Last month, I spent a significant amount of time talking with representatives at two different RCN call centers; one in the Philippines, and one in the United States.  I was trying to get their new invalid URL request hijacking service, also known as PoxFire, removed from my account.  The situation spurred me to analyze why call centers are located in foreign countries.  I also wanted to review the factors that should be considered when making the decision to export a domestic call center.  After coming up with a structure that can be used to determine if a call center could successfully be exported, I applied my theory to RCN’s business model.  Finally, I determined if my interactions with RCN supported my theory.

Call Centers

Moving call centers to foreign countries has been a tremendously popular trend during the past decade, predominantly as a way to reduce costs.  The trend and momentum of their migration reminds me much of the dot-com internet bubble.  An initial few companies’ relative success spurred businesses in other industries to attempt the same.  Many of the latter businesses’ endeavors were, and are, destine to fail.  I believe call centers, in foreign countries, frequently foster higher overall costs of doing business because of the low wage employees, culture, and complex incoming calls.

Low Cost Labor

Before discussing foreign call center’s unique problems, I need to discuss an inherent problem of low cost labor that is nearly impossible to overcome; turnover.  The low end of the labor force is more apt to move from company to company, if given a better opportunity, because employers are not looking for specific skills or knowledge from their employees. Every time a seasoned employee leaves, and a new employee takes their place, the new employee must go through a training period in which they learn the industry and review policies.  Once they are allowed to act independently, they must also go through a “learning curve” where their work is less productive and less accurate than a more experienced employee.
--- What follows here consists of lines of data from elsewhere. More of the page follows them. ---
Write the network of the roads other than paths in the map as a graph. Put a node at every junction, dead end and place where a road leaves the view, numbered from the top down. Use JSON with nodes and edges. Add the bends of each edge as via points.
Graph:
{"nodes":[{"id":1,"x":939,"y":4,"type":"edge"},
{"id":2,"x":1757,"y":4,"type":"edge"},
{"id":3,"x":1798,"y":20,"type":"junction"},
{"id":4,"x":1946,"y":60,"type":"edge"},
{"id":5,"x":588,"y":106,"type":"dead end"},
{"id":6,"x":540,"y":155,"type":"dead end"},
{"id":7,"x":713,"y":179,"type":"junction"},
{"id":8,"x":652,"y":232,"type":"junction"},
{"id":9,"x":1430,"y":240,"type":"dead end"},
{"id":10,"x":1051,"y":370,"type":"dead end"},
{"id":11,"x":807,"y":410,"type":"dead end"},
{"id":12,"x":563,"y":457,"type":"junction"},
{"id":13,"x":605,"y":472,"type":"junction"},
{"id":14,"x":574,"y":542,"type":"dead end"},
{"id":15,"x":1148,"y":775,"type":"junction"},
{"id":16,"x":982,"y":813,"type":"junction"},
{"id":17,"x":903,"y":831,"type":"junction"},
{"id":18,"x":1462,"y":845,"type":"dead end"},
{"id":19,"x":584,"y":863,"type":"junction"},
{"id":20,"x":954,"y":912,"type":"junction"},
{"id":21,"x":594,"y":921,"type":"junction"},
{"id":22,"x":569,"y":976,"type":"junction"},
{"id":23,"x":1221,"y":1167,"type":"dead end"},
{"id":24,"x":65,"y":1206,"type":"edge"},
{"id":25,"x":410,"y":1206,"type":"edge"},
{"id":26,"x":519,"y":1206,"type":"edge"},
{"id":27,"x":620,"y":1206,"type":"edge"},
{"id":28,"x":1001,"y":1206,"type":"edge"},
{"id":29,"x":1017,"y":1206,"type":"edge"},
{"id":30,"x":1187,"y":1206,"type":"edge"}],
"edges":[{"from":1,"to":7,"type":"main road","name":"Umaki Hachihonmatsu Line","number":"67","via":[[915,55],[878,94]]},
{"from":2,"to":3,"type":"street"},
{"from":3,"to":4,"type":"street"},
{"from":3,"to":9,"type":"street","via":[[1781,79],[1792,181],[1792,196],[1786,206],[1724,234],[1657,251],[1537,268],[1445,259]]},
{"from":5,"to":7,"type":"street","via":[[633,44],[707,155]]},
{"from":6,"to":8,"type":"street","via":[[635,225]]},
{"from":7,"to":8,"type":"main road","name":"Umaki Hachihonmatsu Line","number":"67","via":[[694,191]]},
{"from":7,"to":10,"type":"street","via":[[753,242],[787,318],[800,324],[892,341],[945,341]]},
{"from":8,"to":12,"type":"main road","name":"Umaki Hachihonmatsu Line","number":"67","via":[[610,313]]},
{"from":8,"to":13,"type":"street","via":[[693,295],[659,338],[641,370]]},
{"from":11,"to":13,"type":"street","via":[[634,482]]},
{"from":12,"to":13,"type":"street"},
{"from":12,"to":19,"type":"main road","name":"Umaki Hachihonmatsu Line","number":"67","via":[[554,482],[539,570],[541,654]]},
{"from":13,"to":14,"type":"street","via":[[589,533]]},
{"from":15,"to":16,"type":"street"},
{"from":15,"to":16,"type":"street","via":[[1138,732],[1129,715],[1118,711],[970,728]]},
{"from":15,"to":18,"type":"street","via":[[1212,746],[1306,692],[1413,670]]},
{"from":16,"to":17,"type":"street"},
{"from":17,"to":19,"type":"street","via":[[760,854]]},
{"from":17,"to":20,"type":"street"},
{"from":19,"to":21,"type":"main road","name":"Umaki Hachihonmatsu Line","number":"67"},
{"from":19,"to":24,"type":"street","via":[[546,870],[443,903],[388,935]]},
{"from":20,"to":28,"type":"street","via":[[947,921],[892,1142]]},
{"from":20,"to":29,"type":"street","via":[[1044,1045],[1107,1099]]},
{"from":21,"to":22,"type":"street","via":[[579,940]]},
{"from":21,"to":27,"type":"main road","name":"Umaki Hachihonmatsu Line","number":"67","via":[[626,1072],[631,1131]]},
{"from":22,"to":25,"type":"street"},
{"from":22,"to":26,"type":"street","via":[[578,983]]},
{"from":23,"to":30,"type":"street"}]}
Both the training and learning curve periods have a cost associated with them; a cost that is incurred each and every time an employee is replaced.  Therefore,  higher turnover, means higher costs.  Unfortunately for the business, it has little impact on how frequent turnover is, other than compensation.  And in this case, the goal is to reduce compensation, so it is unlikely that that a company will raise compensation in order to reduce turnover.

Foreign Countries

External factors have more influence than internal factors when determining turnover rates.  The two most significant external factors, that are pertinent to my argument, are the country in which the labor is located, and one business’s proximity to other similar business.

The culture of the workforce, determined by the country in which it resides, is extremely important; it plays a tremendous roll on how likely workers are to move from one job to another.  As seen from my personal experiences, in some countries, employees are a lot less likely to change employers because of the importance of relationships.  This causes a distinct commitment to their employer.  In other countries, the population would not think twice about changing employers; their personal status and wealth is their only motive, and relationships are broken all the time.  Coincidentally, the countries in which most call centers are located are the countries in which I have come to expect people are likely to switch jobs on a frequent basis.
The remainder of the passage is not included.